▶ _RECORDS PROVIDED_:
===============
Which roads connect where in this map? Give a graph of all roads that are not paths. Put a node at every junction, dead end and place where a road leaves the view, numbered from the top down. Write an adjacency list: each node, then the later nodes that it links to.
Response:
===============
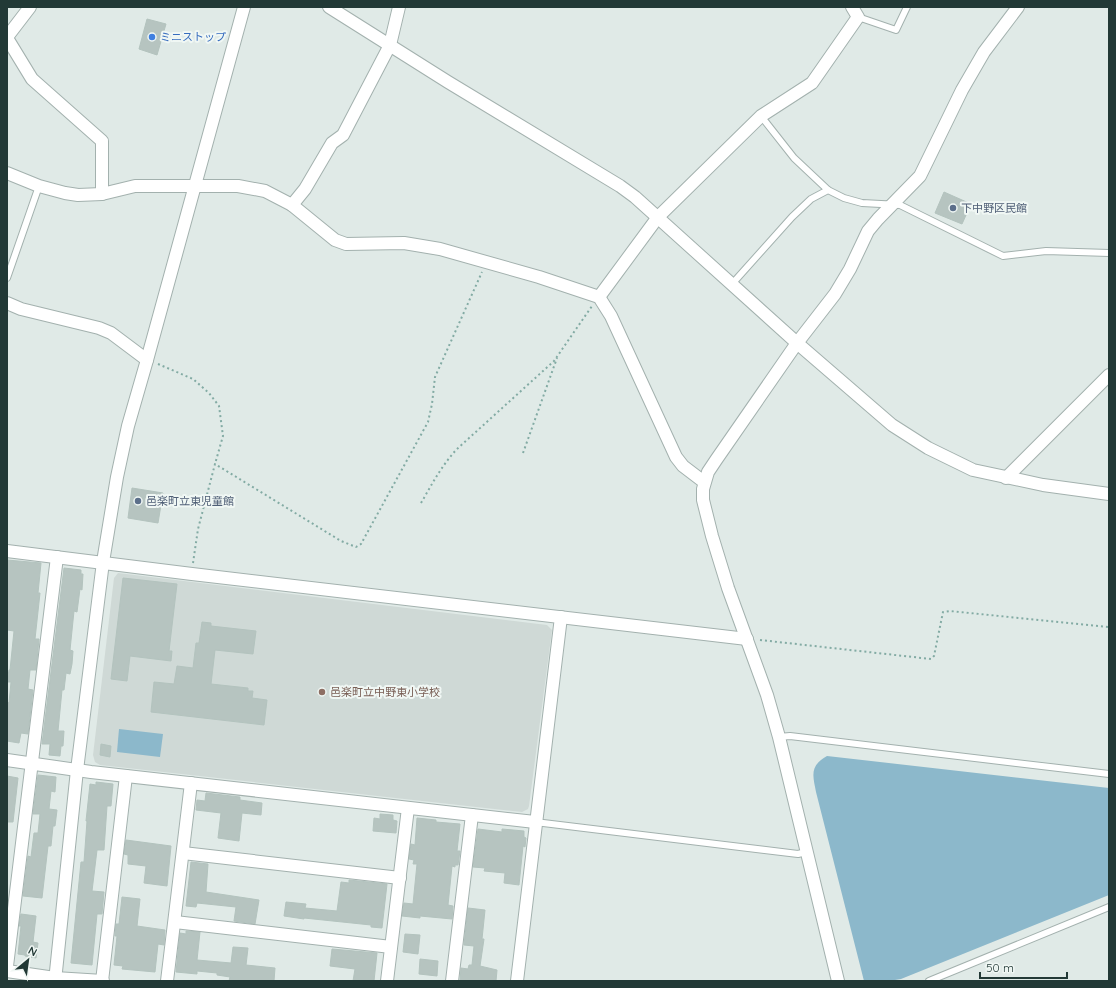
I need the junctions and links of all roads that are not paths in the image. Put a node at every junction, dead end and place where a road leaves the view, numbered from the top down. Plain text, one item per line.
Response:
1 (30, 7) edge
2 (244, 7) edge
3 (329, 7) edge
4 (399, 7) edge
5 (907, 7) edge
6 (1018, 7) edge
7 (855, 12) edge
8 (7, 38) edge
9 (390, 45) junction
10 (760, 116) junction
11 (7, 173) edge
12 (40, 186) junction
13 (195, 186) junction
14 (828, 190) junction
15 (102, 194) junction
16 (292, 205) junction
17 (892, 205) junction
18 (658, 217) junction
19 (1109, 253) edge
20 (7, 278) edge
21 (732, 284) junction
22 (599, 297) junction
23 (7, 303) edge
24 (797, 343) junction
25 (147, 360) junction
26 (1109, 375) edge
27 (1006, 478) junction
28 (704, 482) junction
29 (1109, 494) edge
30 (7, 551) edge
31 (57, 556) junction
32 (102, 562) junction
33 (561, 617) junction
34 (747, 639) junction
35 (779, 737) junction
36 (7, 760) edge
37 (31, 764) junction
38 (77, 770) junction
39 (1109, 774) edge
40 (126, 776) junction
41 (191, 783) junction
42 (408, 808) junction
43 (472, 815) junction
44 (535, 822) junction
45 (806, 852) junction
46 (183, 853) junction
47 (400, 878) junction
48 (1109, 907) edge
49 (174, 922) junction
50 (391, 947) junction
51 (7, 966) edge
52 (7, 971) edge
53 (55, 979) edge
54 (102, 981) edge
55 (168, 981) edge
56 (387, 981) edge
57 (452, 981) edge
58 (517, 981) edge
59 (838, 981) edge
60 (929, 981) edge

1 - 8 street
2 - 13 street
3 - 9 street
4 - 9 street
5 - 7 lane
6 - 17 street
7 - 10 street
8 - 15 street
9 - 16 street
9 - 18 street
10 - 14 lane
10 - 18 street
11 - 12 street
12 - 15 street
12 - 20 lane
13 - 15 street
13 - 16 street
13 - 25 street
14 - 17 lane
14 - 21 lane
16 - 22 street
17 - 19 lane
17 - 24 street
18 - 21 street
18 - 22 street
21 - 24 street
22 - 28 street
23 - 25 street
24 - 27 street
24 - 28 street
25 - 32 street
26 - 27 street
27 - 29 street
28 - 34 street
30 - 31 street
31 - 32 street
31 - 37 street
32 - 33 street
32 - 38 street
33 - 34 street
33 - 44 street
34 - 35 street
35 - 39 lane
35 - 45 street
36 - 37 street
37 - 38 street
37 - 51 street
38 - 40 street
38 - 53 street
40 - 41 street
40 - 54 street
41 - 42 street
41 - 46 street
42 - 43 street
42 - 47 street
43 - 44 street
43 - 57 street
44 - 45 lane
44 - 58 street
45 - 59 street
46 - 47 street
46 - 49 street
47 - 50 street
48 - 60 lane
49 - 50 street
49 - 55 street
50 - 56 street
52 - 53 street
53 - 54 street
===============
▶ _EXERCISE REQUIREMENTS_: Please give only the count of lines above containing "links".

▶ _EXERCISE ANSWER_: 2